Auf beiden Seiten der Grenzstrasse auf bolivianischer Seite stehen dubiose Geldwechsler Spalier, die mit vertrauenserweckenden Slogans wie „we changed money“ werben. Nachdem mich die skandalös schlechten Wechselkurse abgeschreckt hatten (nur 15 Bolivianos für einen US-Dollar? Die Woche davor in Tarija hatte es noch 16.30 gegeben!), brachte ich die Zone schnell hinter mir, nur um ernüchtert festzustellen, dass man andernorts gar kein Geld wechseln konnte. Ein Blick in die Online-Kurstabellen des bolivianischen Schwarzmarkts zeigte mir, dass die angebotenen Wechselkurse ohnehin alles andere als skandalös waren und vielmehr die bolivianische Währung an Wert gewonnen hatte (mittlerweile bekommt man für einen US-Dollar sogar nur noch 10 Bolivianos). Also nichts wie zurück zum Spalier.

Ansonsten gab es in der Grenzzone die gleichen langweiligen Märkte mit billigen chinesischen Textilien wie anderswo in Südamerika. Also zog ich wieder los, um die spannenderen Grenzorte zu erkunden. Ich stiess auf die Eisenbahnbrücke, die nun als Fussgängerbrücke dient – zumindest teilweise, denn auf der argentinischen Seite war sie abgesperrt. Nun gelangte ich in die favela-artigen Quartiere, die ich von Argentinien aus gesehen hatte, was sich nicht so gut anfühlte. Nur wenige Leute waren da unterwegs und schauten mich etwas verwundert an. Nach hundert Metern kehrte ich um.

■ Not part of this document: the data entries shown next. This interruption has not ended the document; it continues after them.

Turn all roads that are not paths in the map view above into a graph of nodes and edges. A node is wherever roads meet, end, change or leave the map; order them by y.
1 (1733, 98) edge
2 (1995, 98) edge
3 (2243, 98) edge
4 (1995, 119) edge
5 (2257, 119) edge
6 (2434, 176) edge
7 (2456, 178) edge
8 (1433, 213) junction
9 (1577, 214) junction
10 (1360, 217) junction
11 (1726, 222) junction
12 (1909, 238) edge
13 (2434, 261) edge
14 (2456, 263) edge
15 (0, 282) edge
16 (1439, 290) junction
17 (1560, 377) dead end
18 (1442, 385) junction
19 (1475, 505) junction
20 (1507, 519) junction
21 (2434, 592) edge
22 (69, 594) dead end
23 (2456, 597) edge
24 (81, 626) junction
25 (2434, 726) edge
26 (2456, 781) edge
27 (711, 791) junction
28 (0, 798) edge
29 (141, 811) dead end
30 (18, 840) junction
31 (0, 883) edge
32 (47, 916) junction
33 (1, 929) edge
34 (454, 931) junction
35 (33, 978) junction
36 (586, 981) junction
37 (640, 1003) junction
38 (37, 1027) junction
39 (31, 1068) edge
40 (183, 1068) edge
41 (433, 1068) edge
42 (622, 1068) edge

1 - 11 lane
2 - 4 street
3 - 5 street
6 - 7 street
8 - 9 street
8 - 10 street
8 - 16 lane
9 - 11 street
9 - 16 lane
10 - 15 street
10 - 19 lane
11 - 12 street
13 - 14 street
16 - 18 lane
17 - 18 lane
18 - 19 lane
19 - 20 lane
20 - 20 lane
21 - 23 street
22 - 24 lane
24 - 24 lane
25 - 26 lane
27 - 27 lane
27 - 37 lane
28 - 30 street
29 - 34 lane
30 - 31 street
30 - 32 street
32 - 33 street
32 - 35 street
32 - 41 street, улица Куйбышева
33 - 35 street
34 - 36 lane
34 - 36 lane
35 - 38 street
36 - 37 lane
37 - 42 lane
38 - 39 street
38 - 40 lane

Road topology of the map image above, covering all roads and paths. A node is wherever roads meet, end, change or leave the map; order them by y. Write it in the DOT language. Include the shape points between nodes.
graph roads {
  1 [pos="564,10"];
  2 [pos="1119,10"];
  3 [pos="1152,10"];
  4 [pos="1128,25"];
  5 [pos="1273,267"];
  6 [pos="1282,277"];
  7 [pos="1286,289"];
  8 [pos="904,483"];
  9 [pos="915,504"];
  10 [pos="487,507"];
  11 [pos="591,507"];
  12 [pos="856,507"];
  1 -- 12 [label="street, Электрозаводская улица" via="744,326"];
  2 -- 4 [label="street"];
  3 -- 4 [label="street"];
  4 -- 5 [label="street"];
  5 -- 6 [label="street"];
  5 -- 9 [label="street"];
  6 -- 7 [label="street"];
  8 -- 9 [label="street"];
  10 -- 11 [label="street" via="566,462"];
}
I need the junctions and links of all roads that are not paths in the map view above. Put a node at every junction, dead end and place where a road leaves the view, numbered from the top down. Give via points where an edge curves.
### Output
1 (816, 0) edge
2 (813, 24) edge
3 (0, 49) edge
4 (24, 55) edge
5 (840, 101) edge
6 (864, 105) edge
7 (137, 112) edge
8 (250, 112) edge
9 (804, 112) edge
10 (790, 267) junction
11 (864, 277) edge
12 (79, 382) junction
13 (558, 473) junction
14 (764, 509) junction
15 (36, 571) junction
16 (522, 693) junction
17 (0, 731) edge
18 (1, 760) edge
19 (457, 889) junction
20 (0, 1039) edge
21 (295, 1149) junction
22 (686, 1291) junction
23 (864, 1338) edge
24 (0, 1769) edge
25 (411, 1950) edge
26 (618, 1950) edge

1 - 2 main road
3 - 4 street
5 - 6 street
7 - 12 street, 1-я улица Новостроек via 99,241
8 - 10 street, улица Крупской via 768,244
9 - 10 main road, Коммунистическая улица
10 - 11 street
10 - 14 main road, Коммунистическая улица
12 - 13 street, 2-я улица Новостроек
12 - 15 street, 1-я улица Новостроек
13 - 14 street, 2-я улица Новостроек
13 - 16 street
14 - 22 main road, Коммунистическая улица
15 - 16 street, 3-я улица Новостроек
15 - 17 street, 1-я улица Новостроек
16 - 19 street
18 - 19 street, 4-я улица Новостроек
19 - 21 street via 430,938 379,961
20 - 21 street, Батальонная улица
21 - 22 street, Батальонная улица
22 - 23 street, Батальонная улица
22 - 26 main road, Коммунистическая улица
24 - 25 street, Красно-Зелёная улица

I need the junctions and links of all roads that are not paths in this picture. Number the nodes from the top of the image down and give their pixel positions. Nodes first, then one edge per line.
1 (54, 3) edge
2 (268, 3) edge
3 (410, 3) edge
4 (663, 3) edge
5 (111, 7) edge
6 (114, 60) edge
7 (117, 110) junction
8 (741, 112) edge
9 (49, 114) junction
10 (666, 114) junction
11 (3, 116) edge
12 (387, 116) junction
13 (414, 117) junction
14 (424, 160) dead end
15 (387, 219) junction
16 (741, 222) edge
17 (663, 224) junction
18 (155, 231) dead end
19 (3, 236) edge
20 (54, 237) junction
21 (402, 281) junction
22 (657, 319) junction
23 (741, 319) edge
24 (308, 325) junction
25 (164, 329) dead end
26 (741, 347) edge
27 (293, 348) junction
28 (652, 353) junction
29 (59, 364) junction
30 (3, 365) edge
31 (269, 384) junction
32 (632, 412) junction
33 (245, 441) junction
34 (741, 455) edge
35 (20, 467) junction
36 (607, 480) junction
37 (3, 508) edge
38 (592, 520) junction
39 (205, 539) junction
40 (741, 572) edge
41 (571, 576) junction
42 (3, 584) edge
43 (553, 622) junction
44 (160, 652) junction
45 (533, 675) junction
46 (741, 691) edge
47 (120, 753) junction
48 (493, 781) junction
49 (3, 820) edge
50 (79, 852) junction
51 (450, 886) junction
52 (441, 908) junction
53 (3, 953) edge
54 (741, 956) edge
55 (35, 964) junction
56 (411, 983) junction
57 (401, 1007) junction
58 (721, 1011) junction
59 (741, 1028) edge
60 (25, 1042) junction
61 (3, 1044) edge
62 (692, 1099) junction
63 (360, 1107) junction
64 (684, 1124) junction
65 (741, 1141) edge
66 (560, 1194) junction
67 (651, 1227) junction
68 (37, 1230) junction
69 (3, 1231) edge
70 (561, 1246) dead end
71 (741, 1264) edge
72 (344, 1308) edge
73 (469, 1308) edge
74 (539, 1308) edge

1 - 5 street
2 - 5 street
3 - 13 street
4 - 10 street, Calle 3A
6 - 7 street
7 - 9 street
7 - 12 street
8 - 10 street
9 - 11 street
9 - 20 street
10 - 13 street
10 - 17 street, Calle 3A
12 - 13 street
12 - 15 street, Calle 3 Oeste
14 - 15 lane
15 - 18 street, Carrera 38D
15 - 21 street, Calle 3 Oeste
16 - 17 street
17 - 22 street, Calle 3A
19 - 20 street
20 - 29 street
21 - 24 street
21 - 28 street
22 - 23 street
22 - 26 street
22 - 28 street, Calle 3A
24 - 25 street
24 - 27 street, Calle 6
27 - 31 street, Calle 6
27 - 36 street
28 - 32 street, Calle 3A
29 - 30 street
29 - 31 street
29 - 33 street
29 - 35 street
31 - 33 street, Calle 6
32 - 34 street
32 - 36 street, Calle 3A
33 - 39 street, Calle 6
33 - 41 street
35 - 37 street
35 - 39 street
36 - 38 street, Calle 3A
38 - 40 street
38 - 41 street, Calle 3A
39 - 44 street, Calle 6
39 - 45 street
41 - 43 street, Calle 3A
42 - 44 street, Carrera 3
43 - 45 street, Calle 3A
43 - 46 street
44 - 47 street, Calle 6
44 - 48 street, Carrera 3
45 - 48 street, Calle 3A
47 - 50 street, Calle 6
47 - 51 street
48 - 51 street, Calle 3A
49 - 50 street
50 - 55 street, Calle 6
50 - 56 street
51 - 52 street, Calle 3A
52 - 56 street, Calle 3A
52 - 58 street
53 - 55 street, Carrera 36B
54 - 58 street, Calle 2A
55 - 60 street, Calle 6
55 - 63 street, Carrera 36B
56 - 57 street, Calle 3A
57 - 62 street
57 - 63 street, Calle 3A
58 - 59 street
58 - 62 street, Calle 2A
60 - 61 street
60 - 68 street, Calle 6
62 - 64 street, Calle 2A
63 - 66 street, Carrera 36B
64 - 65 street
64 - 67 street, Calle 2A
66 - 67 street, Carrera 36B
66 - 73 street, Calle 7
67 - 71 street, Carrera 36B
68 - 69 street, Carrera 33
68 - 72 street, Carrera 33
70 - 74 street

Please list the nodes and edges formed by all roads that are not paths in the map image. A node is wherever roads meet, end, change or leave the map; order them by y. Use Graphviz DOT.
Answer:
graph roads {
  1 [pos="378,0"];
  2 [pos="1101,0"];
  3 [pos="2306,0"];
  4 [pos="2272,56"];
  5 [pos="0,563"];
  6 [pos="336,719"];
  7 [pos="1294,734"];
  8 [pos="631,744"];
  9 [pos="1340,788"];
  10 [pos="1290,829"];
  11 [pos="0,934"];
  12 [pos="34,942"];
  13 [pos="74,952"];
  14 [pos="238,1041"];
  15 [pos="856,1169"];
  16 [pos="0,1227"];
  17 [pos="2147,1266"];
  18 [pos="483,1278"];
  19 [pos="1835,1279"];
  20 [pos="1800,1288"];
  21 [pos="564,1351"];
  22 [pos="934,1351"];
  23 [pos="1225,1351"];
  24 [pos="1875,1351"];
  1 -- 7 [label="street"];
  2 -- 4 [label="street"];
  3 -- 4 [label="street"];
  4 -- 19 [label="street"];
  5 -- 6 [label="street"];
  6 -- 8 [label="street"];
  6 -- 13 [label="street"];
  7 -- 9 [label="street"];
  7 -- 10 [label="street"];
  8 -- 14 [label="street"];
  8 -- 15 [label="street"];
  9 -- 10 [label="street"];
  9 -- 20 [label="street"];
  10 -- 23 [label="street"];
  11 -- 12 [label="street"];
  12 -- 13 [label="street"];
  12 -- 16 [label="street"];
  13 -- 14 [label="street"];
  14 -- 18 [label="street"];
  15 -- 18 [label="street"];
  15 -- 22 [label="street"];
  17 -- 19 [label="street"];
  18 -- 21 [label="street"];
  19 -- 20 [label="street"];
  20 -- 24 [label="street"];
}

Villazón ist eine echte Grenzstadt, lebendig und reizlos, auch als Grenzfan konnte ich das nicht schönreden. Angesichts der kulinarischen Optionen war ich auf jeden Fall froh, dass ich mich noch in Argentinien verköstigt hatte. Die Mitte bildet ein belebter Platz mit einer pompösen Statue, die an Usbekistan oder Kasachstan erinnert. Ansonsten gibt es nichts zu sehen. Um 17 Uhr schlossen auch schon viele Geschäfte. Die Strassen leerten sich, was dem individuellen Sicherheitsempfinden nicht zuträglich war.

Auf dem Weg zu meiner Unterkunft lockte eine Bar mit auf 4000 Metern über Meer gebrautem Bier aus Potosí. Es wäre durchaus angebracht gewesen, auf diesen spannenden Grenzübertritt anzustossen. Aber ebenso wie er letztlich ohne neue Stempel im Pass blieb, blieb er auch ohne Bier. Denn auch Villazón liegt auf 3500 Metern. Langsam spürte ich leichte Kopfschmerzen, wohl gefördert durch meine ausgedehnten Spaziergänge. Um die Höhenkrankheit nicht unnötig herauszufordern, verschob ich den Bierkonsum auf Potosí (auch eine erlebnisreiche Stadt) und checkte im „Casa Grande“ ein.

Die Reiseführer raten Reisenden für den Fall, dass eine Übernachtung in Villazón/La Quiaca unvermeidbar ist, in Argentinien zu übernachten – die Hotels sind ebenso besser wieder kulinarische Angebot. Dies beherzigte ich nicht, ich bevorzugte die rauhere bolivianische Seite. Nicht meine schlauste Entscheidung: Etwa um 18 Uhr wurde es dunkel, die Strassen leerten sich vollends und das nette ältere Paar, das das „Casa Grande“ bewirtschaftet, riet mir davon ab, nochmals auf die Strasse zu treten. Ohnehin war ich ziemlich erschöpft vom vielen Herumlaufen von beherzigte diesen Ratschlag gern. So sah ich von Villazón letztlich vorwiegend das Innere meines kargen und kalten Hotelzimmers…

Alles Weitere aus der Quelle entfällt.